Segment Start: AVAILABLE DATA

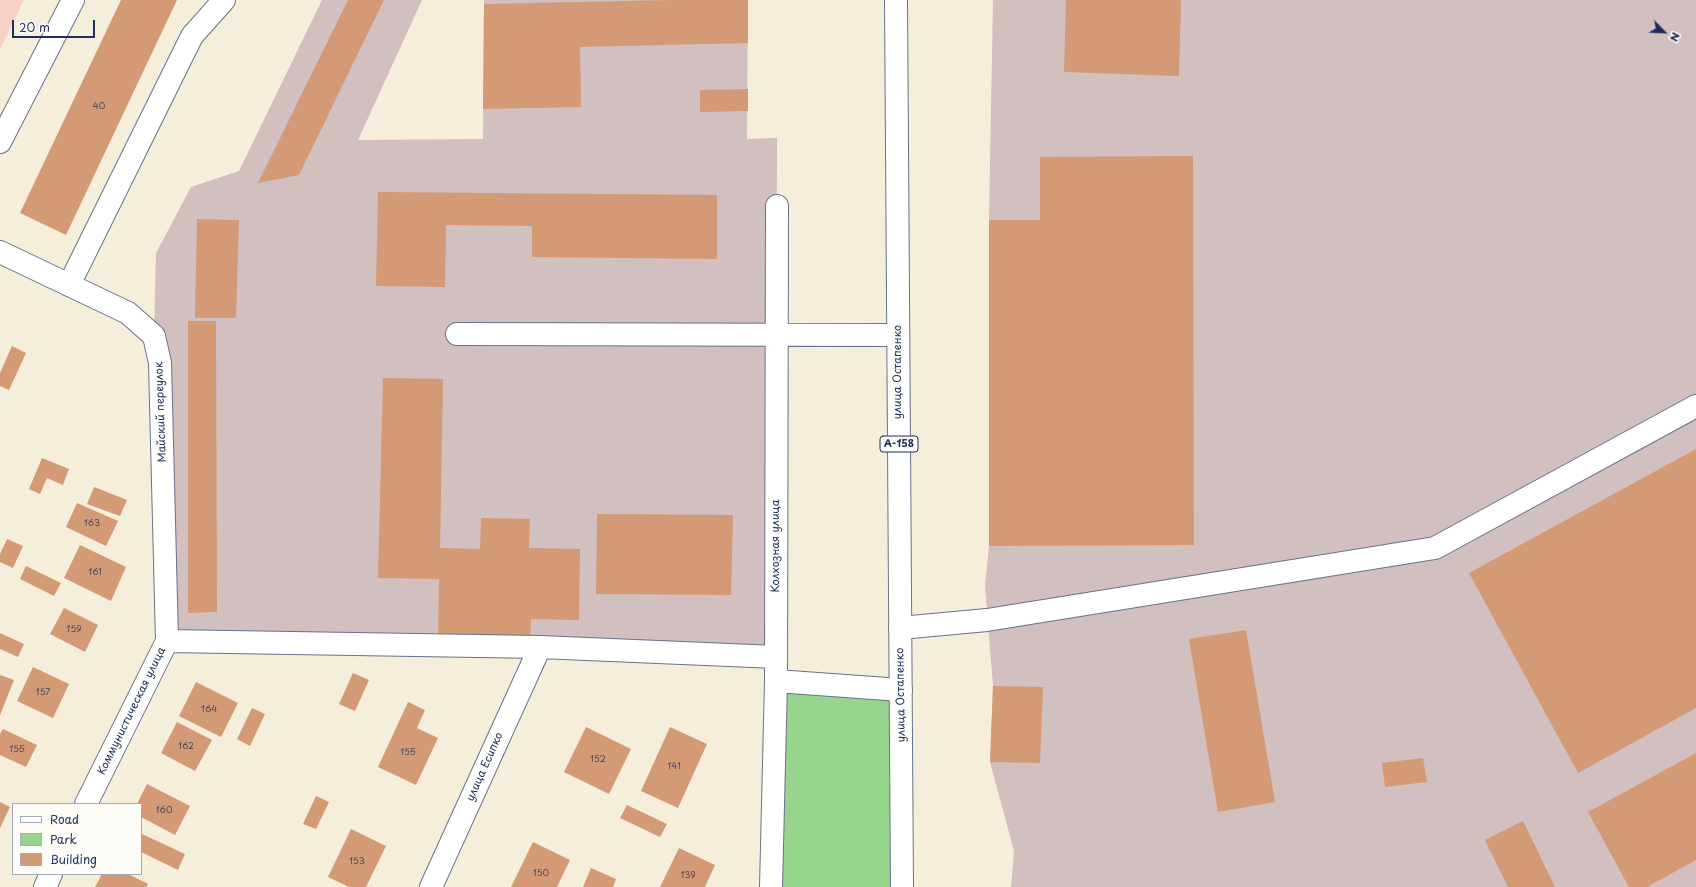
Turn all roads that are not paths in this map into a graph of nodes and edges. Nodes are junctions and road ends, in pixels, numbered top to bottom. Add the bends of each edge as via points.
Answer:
1 (73, 0) edge
2 (224, 0) edge
3 (896, 0) edge
4 (0, 142) edge
5 (777, 206) dead end
6 (0, 252) edge
7 (69, 285) junction
8 (457, 334) dead end
9 (776, 334) junction
10 (898, 335) junction
11 (1696, 406) edge
12 (900, 628) junction
13 (167, 641) junction
14 (540, 647) junction
15 (776, 657) junction
16 (776, 681) junction
17 (901, 690) junction
18 (86, 803) edge
19 (51, 875) edge
20 (45, 887) edge
21 (431, 887) edge
22 (771, 887) edge
23 (902, 887) edge

1 - 4 street
2 - 7 street via 192,36
3 - 10 street, улица Остапенко / А-158
5 - 9 street, Колхозная улица
6 - 7 street, Майский переулок
7 - 13 street, Майский переулок via 128,313 154,336 160,363
8 - 9 street
9 - 10 street
9 - 15 street, Колхозная улица
10 - 12 street, улица Остапенко / А-158
11 - 12 street via 1435,548 987,620
12 - 17 street, улица Остапенко / А-158
13 - 14 street, Коммунистическая улица
13 - 18 street, Коммунистическая улица
14 - 15 street, Коммунистическая улица
14 - 21 street, улица Есипко
15 - 16 street, Колхозная улица
16 - 17 street
16 - 22 street, Колхозная улица
17 - 23 street, улица Остапенко / А-158
19 - 20 street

Segment End: AVAILABLE DATA

-- WORK TO BE COMPLETED --
Without including any picture, output all the material exactly as it appears.

-- SOLVED EXERCISE --
Turn all roads that are not paths in this map into a graph of nodes and edges. Nodes are junctions and road ends, in pixels, numbered top to bottom. Add the bends of each edge as via points.
Answer:
1 (73, 0) edge
2 (224, 0) edge
3 (896, 0) edge
4 (0, 142) edge
5 (777, 206) dead end
6 (0, 252) edge
7 (69, 285) junction
8 (457, 334) dead end
9 (776, 334) junction
10 (898, 335) junction
11 (1696, 406) edge
12 (900, 628) junction
13 (167, 641) junction
14 (540, 647) junction
15 (776, 657) junction
16 (776, 681) junction
17 (901, 690) junction
18 (86, 803) edge
19 (51, 875) edge
20 (45, 887) edge
21 (431, 887) edge
22 (771, 887) edge
23 (902, 887) edge

1 - 4 street
2 - 7 street via 192,36
3 - 10 street, улица Остапенко / А-158
5 - 9 street, Колхозная улица
6 - 7 street, Майский переулок
7 - 13 street, Майский переулок via 128,313 154,336 160,363
8 - 9 street
9 - 10 street
9 - 15 street, Колхозная улица
10 - 12 street, улица Остапенко / А-158
11 - 12 street via 1435,548 987,620
12 - 17 street, улица Остапенко / А-158
13 - 14 street, Коммунистическая улица
13 - 18 street, Коммунистическая улица
14 - 15 street, Коммунистическая улица
14 - 21 street, улица Есипко
15 - 16 street, Колхозная улица
16 - 17 street
16 - 22 street, Колхозная улица
17 - 23 street, улица Остапенко / А-158
19 - 20 street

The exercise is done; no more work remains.